Task details » Answer with a single number stating how many lines of the entries below include the string "posts".
--- Data for the task ---
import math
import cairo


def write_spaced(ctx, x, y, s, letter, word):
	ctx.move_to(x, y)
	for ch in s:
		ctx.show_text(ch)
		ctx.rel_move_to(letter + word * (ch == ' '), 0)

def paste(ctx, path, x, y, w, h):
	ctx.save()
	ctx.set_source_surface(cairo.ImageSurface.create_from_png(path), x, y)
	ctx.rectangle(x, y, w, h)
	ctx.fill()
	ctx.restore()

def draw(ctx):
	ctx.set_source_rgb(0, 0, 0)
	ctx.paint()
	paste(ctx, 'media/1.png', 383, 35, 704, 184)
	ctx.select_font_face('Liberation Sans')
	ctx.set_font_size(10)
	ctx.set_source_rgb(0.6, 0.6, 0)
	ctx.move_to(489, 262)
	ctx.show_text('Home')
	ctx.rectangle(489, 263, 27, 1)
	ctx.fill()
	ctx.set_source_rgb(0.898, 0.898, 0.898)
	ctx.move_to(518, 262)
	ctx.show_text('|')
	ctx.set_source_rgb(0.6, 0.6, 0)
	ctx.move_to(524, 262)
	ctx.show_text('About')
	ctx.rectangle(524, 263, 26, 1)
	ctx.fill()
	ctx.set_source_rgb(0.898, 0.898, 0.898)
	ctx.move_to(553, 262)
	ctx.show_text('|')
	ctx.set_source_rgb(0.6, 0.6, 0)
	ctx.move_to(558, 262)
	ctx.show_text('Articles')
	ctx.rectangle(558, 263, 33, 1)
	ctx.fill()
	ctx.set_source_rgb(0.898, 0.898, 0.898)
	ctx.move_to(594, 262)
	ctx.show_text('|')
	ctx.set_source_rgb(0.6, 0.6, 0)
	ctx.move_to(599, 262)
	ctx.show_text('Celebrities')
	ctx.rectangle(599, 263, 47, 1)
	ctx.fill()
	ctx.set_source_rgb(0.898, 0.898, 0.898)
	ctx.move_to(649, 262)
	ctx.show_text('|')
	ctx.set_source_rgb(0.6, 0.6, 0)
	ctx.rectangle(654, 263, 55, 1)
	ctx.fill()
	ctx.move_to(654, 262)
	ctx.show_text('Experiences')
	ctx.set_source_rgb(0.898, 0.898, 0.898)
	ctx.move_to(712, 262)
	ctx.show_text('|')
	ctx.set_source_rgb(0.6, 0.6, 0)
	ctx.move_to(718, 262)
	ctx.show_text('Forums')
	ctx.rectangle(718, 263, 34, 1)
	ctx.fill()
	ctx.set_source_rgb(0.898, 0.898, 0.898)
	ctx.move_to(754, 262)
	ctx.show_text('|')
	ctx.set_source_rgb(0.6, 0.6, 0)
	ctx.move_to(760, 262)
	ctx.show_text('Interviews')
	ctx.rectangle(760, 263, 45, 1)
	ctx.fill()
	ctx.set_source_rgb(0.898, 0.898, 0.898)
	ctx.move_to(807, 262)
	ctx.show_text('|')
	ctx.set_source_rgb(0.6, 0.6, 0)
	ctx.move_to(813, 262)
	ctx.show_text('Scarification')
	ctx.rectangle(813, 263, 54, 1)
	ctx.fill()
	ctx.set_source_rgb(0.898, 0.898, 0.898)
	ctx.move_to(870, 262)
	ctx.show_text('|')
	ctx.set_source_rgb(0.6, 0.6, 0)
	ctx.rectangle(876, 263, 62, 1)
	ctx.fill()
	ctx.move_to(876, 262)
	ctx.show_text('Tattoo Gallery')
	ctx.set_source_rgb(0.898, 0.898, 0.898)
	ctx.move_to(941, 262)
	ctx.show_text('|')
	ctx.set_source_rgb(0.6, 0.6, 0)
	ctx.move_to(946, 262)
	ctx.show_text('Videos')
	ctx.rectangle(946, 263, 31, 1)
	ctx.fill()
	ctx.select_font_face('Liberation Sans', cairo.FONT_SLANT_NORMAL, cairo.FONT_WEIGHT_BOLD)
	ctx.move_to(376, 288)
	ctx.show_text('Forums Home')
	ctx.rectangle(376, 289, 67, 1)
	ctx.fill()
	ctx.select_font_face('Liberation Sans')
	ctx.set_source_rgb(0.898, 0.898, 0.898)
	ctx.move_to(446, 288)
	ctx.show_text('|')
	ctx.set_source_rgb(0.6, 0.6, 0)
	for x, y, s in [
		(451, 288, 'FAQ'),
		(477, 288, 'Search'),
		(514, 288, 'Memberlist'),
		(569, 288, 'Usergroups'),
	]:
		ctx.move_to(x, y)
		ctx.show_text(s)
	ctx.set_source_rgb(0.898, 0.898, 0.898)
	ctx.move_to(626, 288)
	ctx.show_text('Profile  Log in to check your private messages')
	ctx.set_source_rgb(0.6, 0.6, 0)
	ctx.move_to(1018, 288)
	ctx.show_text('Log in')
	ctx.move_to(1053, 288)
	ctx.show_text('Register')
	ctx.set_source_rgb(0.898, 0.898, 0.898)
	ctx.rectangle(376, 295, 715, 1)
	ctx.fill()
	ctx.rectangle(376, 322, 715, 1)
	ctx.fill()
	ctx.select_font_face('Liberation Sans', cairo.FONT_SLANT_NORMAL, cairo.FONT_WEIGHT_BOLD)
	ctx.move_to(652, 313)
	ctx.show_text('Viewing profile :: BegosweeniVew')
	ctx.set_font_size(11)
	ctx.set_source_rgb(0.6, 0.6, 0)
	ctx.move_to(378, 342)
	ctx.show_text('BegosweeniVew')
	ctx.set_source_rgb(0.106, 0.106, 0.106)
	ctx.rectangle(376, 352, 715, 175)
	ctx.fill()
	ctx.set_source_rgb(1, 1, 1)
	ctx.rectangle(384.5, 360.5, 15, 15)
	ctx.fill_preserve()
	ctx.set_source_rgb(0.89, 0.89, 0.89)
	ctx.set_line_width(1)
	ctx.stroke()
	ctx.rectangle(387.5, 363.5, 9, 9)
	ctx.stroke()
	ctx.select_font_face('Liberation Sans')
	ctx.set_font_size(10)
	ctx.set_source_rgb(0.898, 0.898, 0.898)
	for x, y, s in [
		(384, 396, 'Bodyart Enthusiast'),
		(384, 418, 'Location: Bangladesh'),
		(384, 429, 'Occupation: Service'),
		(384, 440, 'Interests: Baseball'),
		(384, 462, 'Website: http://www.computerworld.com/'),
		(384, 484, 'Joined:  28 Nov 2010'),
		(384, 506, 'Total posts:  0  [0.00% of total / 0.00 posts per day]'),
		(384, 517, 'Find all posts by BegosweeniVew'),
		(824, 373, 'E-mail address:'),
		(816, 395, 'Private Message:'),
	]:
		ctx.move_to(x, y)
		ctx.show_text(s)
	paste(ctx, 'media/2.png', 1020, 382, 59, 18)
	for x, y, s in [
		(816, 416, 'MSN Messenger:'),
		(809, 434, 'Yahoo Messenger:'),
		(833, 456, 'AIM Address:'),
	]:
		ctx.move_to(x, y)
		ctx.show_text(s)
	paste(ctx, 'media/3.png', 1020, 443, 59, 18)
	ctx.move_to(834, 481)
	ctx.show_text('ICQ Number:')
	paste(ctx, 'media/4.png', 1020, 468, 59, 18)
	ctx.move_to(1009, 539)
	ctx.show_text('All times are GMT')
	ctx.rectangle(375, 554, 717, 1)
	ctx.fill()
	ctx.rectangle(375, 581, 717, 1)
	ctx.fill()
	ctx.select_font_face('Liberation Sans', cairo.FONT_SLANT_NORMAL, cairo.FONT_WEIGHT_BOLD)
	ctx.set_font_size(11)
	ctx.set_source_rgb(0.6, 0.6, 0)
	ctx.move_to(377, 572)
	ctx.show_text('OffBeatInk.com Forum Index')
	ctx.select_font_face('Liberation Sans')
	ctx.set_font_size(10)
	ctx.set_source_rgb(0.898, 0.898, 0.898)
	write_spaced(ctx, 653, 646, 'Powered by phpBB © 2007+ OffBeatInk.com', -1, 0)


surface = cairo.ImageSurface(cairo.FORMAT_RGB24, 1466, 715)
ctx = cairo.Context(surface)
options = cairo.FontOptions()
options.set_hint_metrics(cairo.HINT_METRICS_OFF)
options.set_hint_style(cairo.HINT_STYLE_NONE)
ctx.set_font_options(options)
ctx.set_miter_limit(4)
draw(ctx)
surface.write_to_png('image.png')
---
Answer » 2